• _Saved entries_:
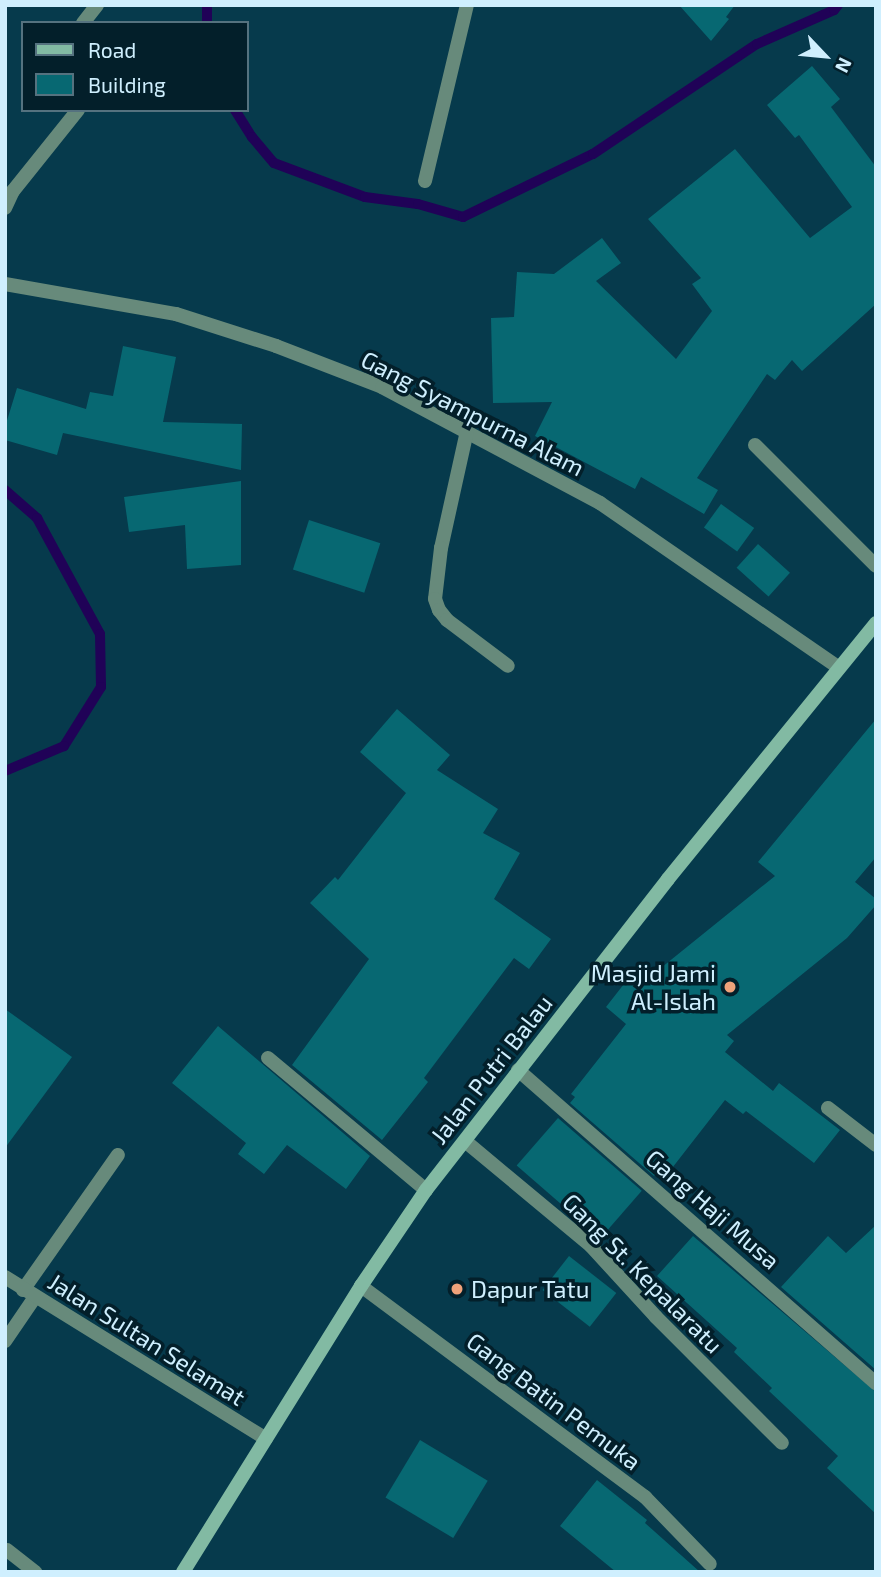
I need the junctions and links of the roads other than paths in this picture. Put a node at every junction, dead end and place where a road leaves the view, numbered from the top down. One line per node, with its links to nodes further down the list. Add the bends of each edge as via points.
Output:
1 (97, 5): 3 (street)
2 (467, 5): 5 (street)
3 (85, 21)
4 (76, 112): 6 (street, via 13,191)
5 (425, 181)
6 (5, 208)
7 (5, 284): 8 (street, Gang Syampurna Alam, via 176,314 382,387)
8 (467, 431): 12 (street, via 441,548 435,599 447,620); 13 (street, Gang Syampurna Alam, via 600,503)
9 (755, 445): 10 (street)
10 (876, 566)
11 (876, 623): 13 (main road, Jalan Putri Balau)
12 (508, 666)
13 (838, 667): 15 (main road, Jalan Putri Balau)
14 (268, 1058): 20 (street)
15 (519, 1070): 17 (main road, Jalan Putri Balau); 25 (street, Gang Haji Musa)
16 (828, 1108): 18 (street)
17 (466, 1141): 20 (main road, Jalan Putri Balau); 27 (street, Gang St. Kepalaratu, via 591,1246)
18 (876, 1145)
19 (118, 1155): 23 (street)
20 (426, 1190): 22 (main road, Jalan Putri Balau)
21 (5, 1278): 23 (street, Jalan Sultan Selamat)
22 (361, 1286): 26 (main road, Jalan Putri Balau); 29 (street, Gang Batin Pemuka, via 645,1497)
23 (29, 1294): 24 (street); 26 (street, Jalan Sultan Selamat)
24 (5, 1341)
25 (876, 1383)
26 (266, 1439): 31 (main road, Jalan Putri Balau)
27 (782, 1443)
28 (7, 1550): 30 (street)
29 (710, 1564)
30 (35, 1572)
31 (184, 1572)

• _The task_: Leave the images aside and return the records above exactly as written.

• _Solution for this exercise_:
I need the junctions and links of the roads other than paths in this picture. Put a node at every junction, dead end and place where a road leaves the view, numbered from the top down. One line per node, with its links to nodes further down the list. Add the bends of each edge as via points.
Output:
1 (97, 5): 3 (street)
2 (467, 5): 5 (street)
3 (85, 21)
4 (76, 112): 6 (street, via 13,191)
5 (425, 181)
6 (5, 208)
7 (5, 284): 8 (street, Gang Syampurna Alam, via 176,314 382,387)
8 (467, 431): 12 (street, via 441,548 435,599 447,620); 13 (street, Gang Syampurna Alam, via 600,503)
9 (755, 445): 10 (street)
10 (876, 566)
11 (876, 623): 13 (main road, Jalan Putri Balau)
12 (508, 666)
13 (838, 667): 15 (main road, Jalan Putri Balau)
14 (268, 1058): 20 (street)
15 (519, 1070): 17 (main road, Jalan Putri Balau); 25 (street, Gang Haji Musa)
16 (828, 1108): 18 (street)
17 (466, 1141): 20 (main road, Jalan Putri Balau); 27 (street, Gang St. Kepalaratu, via 591,1246)
18 (876, 1145)
19 (118, 1155): 23 (street)
20 (426, 1190): 22 (main road, Jalan Putri Balau)
21 (5, 1278): 23 (street, Jalan Sultan Selamat)
22 (361, 1286): 26 (main road, Jalan Putri Balau); 29 (street, Gang Batin Pemuka, via 645,1497)
23 (29, 1294): 24 (street); 26 (street, Jalan Sultan Selamat)
24 (5, 1341)
25 (876, 1383)
26 (266, 1439): 31 (main road, Jalan Putri Balau)
27 (782, 1443)
28 (7, 1550): 30 (street)
29 (710, 1564)
30 (35, 1572)
31 (184, 1572)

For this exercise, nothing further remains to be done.